Stored items:
----------
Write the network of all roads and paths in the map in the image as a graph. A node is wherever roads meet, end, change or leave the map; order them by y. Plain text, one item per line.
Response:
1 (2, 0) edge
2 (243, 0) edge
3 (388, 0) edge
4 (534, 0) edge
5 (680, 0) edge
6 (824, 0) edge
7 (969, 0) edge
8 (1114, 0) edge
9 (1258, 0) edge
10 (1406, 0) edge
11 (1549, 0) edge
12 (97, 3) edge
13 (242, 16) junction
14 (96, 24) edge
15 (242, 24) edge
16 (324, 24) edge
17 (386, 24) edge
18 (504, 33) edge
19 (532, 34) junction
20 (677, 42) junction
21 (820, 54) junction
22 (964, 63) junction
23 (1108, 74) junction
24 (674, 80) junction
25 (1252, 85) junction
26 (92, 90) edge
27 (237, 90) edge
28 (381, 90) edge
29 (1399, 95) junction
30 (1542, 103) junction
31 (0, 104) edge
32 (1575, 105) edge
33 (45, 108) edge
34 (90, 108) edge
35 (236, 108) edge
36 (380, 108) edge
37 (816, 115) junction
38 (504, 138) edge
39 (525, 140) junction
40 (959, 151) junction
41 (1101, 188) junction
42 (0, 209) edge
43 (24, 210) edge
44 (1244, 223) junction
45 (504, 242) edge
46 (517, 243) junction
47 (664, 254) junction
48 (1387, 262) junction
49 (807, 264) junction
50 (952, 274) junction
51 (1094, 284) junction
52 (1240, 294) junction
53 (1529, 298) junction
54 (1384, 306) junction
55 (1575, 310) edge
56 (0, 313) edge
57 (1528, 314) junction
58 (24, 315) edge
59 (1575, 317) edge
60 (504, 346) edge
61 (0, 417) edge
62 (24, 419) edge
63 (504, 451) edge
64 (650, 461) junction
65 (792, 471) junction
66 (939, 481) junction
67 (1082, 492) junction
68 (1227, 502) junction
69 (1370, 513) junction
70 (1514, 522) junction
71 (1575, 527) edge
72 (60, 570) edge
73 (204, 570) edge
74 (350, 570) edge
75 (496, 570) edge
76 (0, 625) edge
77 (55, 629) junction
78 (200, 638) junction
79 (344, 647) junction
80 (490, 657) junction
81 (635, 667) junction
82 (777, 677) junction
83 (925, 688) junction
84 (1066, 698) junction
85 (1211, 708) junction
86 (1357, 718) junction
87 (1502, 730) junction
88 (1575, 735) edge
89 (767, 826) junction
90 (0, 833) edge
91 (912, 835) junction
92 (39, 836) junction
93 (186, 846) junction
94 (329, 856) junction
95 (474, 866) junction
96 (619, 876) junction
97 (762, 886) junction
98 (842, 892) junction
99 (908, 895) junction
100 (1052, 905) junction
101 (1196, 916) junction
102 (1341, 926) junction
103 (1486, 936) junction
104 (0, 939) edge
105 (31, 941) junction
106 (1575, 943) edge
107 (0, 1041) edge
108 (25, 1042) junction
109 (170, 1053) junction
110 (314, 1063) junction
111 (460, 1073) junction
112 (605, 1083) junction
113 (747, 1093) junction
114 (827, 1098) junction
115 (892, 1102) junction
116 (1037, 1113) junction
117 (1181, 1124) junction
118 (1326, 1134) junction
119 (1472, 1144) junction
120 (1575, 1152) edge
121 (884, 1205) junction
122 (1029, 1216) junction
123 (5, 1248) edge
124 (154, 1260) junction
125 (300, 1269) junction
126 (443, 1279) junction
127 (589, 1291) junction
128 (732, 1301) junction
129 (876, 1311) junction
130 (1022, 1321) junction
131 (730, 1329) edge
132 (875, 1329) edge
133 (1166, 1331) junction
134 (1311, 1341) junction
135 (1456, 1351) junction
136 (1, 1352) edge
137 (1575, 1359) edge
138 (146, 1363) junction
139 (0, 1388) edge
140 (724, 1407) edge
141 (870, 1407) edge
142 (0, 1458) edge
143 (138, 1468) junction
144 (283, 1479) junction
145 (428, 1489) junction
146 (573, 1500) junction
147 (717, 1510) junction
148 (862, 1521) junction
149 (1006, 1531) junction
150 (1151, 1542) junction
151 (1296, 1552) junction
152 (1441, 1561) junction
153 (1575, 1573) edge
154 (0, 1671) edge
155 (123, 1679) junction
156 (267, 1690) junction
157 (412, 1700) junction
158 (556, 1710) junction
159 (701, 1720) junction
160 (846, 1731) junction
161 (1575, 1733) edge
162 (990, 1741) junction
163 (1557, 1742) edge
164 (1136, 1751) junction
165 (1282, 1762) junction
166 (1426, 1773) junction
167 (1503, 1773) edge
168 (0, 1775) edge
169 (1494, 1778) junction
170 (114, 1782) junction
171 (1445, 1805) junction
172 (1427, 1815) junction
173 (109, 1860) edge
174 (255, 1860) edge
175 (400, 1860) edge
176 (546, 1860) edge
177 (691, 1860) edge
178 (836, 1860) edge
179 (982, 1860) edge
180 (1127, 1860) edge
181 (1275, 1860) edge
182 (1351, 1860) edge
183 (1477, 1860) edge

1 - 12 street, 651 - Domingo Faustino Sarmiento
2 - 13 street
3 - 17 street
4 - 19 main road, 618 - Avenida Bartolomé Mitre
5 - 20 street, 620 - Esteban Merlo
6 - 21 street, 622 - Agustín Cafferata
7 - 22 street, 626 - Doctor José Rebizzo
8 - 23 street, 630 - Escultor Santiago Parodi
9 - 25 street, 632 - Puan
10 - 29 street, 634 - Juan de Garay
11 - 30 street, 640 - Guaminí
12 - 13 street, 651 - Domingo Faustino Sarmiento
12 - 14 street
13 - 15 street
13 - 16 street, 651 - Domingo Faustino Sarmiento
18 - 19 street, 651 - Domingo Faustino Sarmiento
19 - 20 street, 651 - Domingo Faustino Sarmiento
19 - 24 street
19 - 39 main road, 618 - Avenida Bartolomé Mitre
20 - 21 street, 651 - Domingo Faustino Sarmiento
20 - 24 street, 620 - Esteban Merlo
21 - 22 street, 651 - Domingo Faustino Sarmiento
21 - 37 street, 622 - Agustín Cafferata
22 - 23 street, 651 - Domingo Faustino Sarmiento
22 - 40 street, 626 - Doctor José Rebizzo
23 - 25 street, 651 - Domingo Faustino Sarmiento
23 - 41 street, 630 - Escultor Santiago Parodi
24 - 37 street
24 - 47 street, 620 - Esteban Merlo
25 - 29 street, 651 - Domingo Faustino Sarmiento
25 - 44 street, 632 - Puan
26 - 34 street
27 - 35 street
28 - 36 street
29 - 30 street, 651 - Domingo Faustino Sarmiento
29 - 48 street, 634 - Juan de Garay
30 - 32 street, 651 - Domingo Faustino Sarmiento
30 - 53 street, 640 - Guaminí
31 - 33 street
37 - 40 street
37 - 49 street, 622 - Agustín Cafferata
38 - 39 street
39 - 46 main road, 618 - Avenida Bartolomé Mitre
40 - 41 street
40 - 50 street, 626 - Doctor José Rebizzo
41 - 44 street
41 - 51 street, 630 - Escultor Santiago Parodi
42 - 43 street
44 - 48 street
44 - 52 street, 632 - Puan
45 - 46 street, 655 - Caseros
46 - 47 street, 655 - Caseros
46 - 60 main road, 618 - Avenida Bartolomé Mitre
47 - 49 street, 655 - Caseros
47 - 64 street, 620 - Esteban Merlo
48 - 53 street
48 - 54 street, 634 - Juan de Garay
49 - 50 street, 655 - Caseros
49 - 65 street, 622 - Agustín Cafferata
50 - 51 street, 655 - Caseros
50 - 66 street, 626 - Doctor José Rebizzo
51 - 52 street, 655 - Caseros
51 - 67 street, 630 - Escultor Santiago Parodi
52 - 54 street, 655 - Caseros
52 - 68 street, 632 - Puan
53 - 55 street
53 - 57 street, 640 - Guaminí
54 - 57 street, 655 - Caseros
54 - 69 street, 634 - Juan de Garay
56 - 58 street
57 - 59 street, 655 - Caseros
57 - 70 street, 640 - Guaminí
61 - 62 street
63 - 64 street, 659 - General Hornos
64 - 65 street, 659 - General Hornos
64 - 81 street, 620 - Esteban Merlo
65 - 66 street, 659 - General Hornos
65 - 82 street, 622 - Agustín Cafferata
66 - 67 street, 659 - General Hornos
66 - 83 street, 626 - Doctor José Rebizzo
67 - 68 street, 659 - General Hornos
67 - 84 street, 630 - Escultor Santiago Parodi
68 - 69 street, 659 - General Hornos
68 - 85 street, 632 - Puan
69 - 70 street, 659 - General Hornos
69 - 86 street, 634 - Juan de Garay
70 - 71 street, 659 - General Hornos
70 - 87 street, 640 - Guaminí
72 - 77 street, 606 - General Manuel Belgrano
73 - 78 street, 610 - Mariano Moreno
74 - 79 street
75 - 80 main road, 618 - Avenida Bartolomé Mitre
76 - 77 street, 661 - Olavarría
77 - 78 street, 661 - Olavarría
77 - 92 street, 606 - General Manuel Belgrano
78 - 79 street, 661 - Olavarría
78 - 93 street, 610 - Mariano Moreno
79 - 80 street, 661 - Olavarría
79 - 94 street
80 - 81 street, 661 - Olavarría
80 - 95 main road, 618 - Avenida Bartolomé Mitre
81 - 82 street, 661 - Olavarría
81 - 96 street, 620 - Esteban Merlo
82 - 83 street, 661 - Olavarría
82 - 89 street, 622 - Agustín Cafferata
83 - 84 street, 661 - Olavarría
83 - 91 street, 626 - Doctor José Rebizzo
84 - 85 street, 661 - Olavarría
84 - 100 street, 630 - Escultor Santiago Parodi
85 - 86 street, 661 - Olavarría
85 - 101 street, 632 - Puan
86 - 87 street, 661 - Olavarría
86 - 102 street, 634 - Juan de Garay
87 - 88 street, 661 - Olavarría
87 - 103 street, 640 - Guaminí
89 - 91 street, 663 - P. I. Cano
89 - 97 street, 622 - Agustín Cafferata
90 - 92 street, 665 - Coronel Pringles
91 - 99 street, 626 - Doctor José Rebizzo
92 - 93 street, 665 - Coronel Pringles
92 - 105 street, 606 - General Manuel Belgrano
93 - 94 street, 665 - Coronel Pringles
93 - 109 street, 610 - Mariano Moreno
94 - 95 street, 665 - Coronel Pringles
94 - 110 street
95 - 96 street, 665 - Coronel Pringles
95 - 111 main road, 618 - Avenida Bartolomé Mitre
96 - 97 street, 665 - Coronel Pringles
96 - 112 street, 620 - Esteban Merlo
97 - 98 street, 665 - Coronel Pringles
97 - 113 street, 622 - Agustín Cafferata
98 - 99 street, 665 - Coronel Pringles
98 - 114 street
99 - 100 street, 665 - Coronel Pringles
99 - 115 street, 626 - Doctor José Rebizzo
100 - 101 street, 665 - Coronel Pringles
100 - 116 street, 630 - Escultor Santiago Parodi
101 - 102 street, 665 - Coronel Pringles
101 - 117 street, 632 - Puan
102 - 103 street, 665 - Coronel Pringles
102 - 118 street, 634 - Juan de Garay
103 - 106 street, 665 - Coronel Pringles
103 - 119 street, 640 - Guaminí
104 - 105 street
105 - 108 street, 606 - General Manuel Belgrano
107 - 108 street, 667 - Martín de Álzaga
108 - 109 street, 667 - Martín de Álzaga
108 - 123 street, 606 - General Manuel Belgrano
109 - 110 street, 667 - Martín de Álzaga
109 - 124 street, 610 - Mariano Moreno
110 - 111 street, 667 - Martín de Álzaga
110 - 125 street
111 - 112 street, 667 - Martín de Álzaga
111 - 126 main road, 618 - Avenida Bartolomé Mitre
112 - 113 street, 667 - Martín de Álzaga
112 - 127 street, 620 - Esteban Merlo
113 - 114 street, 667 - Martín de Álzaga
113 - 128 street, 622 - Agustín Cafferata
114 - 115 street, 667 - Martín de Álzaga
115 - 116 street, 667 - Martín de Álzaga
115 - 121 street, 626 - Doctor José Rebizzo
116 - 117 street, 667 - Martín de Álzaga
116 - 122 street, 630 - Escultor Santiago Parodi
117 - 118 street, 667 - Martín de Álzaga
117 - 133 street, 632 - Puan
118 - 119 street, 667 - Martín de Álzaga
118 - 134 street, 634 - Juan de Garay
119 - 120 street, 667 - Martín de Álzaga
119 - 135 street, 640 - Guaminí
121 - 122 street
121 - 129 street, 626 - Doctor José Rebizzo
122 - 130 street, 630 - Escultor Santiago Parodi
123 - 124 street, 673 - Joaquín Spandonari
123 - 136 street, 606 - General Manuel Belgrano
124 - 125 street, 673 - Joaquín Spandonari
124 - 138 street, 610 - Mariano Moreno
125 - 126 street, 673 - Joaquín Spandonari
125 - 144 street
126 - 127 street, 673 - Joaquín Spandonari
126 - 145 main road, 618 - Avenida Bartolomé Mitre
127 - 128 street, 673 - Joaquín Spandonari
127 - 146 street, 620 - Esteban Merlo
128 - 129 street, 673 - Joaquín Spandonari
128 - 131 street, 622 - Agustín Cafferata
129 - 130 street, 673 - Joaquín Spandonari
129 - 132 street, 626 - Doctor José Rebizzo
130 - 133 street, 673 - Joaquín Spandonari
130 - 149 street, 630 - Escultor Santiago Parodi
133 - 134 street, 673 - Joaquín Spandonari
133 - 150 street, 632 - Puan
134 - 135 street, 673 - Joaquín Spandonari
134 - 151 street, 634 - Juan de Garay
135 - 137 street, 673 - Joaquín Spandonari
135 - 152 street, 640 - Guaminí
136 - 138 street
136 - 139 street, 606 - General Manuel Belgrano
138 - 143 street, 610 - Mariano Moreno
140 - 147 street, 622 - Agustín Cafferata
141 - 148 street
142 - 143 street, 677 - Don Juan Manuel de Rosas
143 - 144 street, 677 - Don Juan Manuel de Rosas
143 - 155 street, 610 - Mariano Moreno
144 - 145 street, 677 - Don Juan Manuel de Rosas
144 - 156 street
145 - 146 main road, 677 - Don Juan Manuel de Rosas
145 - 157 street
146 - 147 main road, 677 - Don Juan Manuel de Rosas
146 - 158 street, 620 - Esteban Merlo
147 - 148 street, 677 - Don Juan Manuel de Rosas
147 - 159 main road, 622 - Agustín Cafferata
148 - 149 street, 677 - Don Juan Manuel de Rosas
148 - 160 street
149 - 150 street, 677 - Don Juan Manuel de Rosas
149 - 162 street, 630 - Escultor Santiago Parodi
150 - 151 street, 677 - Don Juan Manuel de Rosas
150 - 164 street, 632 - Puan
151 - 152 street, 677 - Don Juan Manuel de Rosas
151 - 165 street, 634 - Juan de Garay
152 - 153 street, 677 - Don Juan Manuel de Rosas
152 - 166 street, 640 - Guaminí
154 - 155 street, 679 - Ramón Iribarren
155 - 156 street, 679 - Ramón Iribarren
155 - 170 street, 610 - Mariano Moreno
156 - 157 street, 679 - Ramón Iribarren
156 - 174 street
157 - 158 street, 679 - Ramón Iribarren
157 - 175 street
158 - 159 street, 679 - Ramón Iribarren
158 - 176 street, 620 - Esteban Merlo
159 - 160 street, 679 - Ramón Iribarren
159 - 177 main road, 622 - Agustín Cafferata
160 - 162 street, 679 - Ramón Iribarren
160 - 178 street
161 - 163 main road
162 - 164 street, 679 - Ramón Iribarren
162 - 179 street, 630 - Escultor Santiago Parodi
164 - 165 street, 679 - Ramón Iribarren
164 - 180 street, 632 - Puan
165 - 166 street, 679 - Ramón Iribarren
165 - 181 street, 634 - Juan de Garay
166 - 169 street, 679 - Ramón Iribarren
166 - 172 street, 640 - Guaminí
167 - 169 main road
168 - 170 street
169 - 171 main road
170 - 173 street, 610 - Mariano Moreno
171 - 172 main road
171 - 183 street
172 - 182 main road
----------
* [Assigned task]:
Each line above that contains the string "Ramón" counts once; give the number of such lines and nothing more.

* [Written answer]:
11